One of the best parts of signing up for the WSOBP is simply signing up. Once you see your team name pop up on the list of official teams, it all sinks in. You can breathe a sigh of relief and just worry about the holidays and getting ready for Vegas. You start sending Facebook messages to the guys you haven’t kept in touch with often to find out if they are going, when they are going, and who they are playing with. Beer pong players are giddy like school girls the month before the WSOBP. For a lot of us, it’s the only time
of the year we can get away with practicing beer pong every night of the week without getting in trouble or landing in the doghouse.

The greatest thing about the month before the WSOBP is that, for right now, it’s anyone’s game. Have you ever noticed that almost everyone thinks they are the greatest beer pong player in the world? Sure, there’s trash talk and altercations in other sports, but I think we see so much of it in beer pong because most players genuinely think they are the best. We’ll throw down $100 for a cash game without thinking about it because we don’t expect to lose. We’ll qualify our losses by making excuses or blaming our partners.
We think we’re either the best or capable of being the best. And unless you’re heading out to the WSOBP just to dress as a woman, wear a costume or just black out, you think you are going to win.

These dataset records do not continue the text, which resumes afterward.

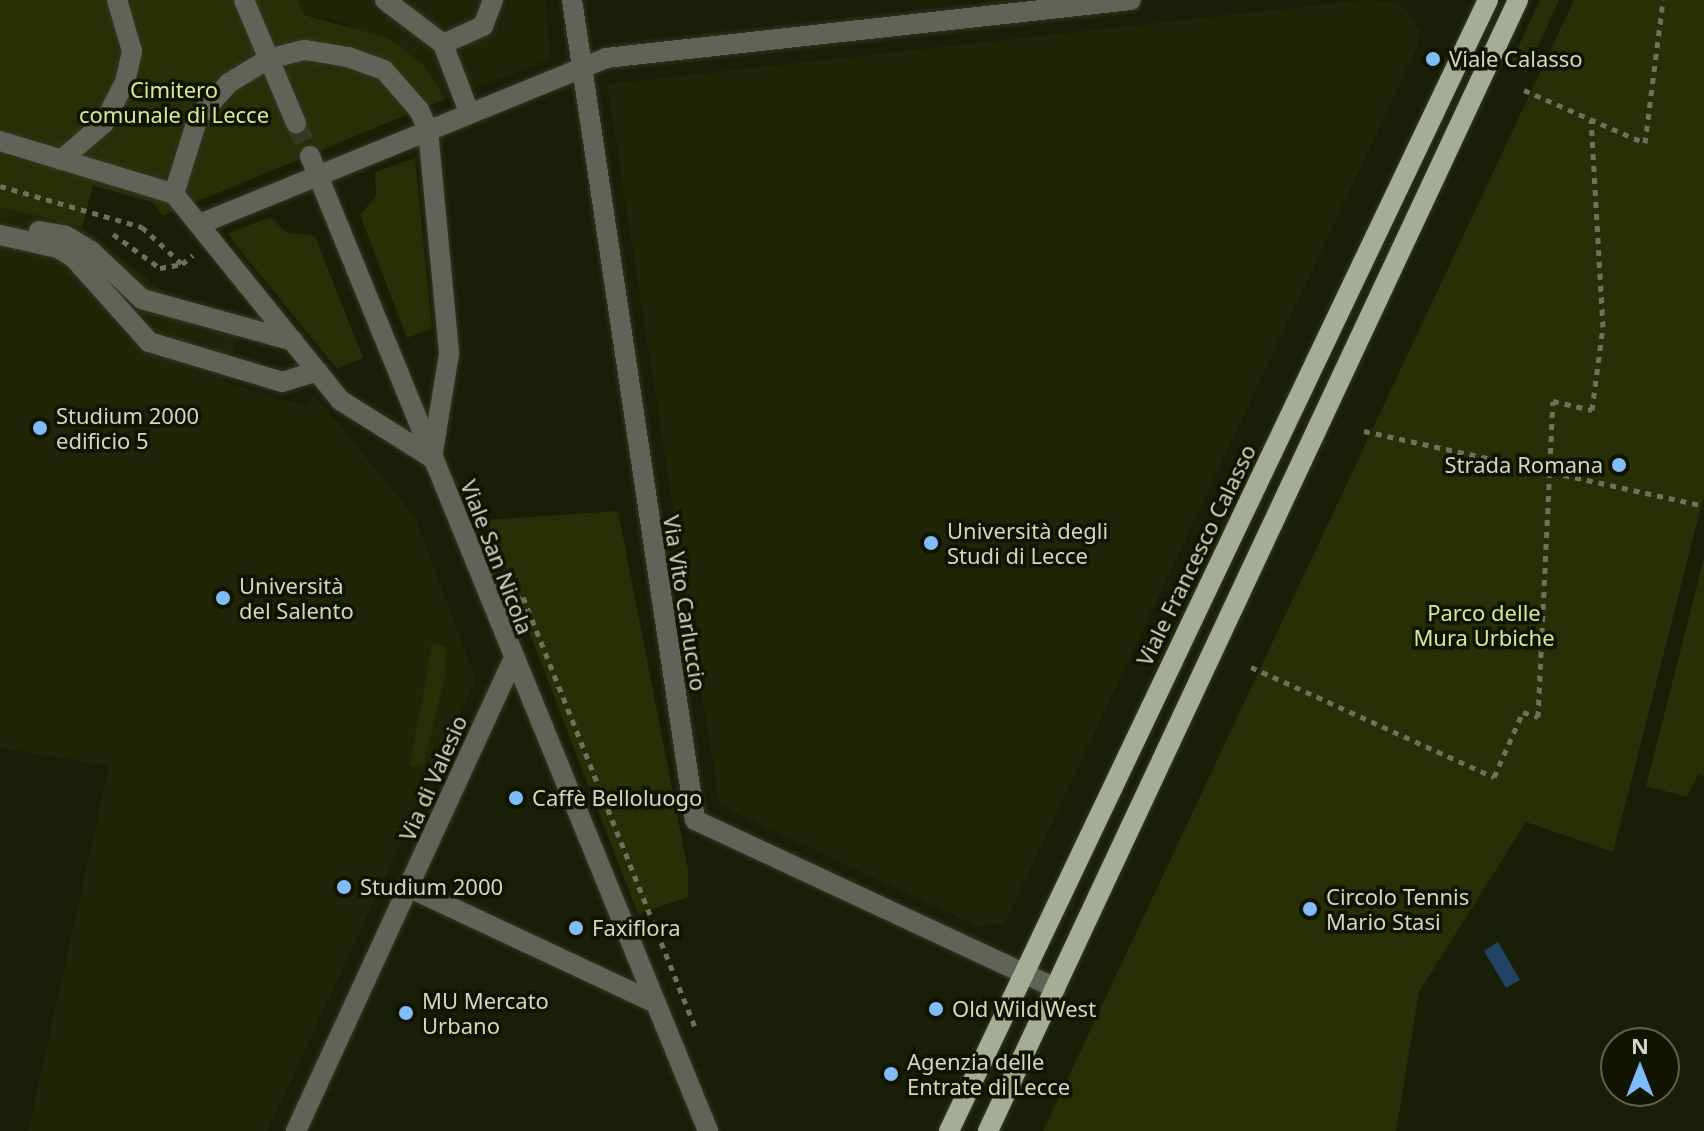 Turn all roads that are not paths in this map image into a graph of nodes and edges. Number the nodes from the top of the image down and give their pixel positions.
1 (117, 0) edge
2 (244, 0) edge
3 (385, 0) edge
4 (493, 0) edge
5 (572, 0) edge
6 (1131, 0) edge
7 (1488, 0) edge
8 (1518, 0) edge
9 (975, 9) edge
10 (443, 44) junction
11 (268, 59) junction
12 (581, 69) junction
13 (469, 112) junction
14 (296, 123) tunnel mouth
15 (428, 130) junction
16 (0, 141) edge
17 (61, 160) junction
18 (313, 165) junction
19 (174, 194) junction
20 (0, 223) edge
21 (200, 224) junction
22 (0, 235) edge
23 (293, 341) junction
24 (317, 371) junction
25 (432, 458) junction
26 (512, 662) junction
27 (410, 888) junction
28 (1022, 973) junction
29 (1056, 988) junction
30 (653, 1002) junction
31 (296, 1131) edge
32 (708, 1131) edge
33 (949, 1131) edge
34 (988, 1131) edge

1 - 17 street
2 - 11 street
3 - 10 street
4 - 10 street
5 - 12 street, Via Vito Carluccio
6 - 9 street
7 - 28 main road, Viale Francesco Calasso
8 - 29 main road
9 - 12 street
10 - 13 street
11 - 14 street
11 - 15 street
11 - 19 street
12 - 13 street
12 - 28 street, Via Vito Carluccio
13 - 15 street
15 - 18 street
15 - 25 street
16 - 17 street
17 - 19 street
18 - 21 street
18 - 25 street, Viale San Nicola
19 - 21 street
20 - 23 street
21 - 23 street
22 - 24 street
23 - 24 street
24 - 25 street
25 - 26 street, Viale San Nicola
26 - 27 street, Via di Valesio
26 - 30 street, Viale San Nicola
27 - 30 street
27 - 31 street, Via di Valesio
28 - 29 street, Via Vito Carluccio
28 - 33 main road, Viale Francesco Calasso
29 - 34 main road
30 - 32 street, Viale San Nicola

Have you ever seen someone post a Facebook status on January 1st
that said, “Heading to Las Vegas to not win $50,000 playing beer pong?”

The month of excitement ends on January 1st. You’re there. You’re checked in and you have the list of teams you play. You start sizing up your competition and asking anyone and everyone for scouting reports on your competition. And when you get herded into the ballroom like cattle and they call those first games over the speakers, you know it’s time to work. The butterflies in your stomach go away, the beer tastes delicious, and all is right with the world.

Of those hundreds of players heading out to WSOBP 8, only two will be able to win that final game of the tournament and hold up that big ass check.. The rest of us get to sulk on our flights home, swear off playing beer pong for good, and suffer through the almost guaranteed chance of being sick with the Pong Flu.

But for right now, there’s excitement in the air. It’s anyone’s game.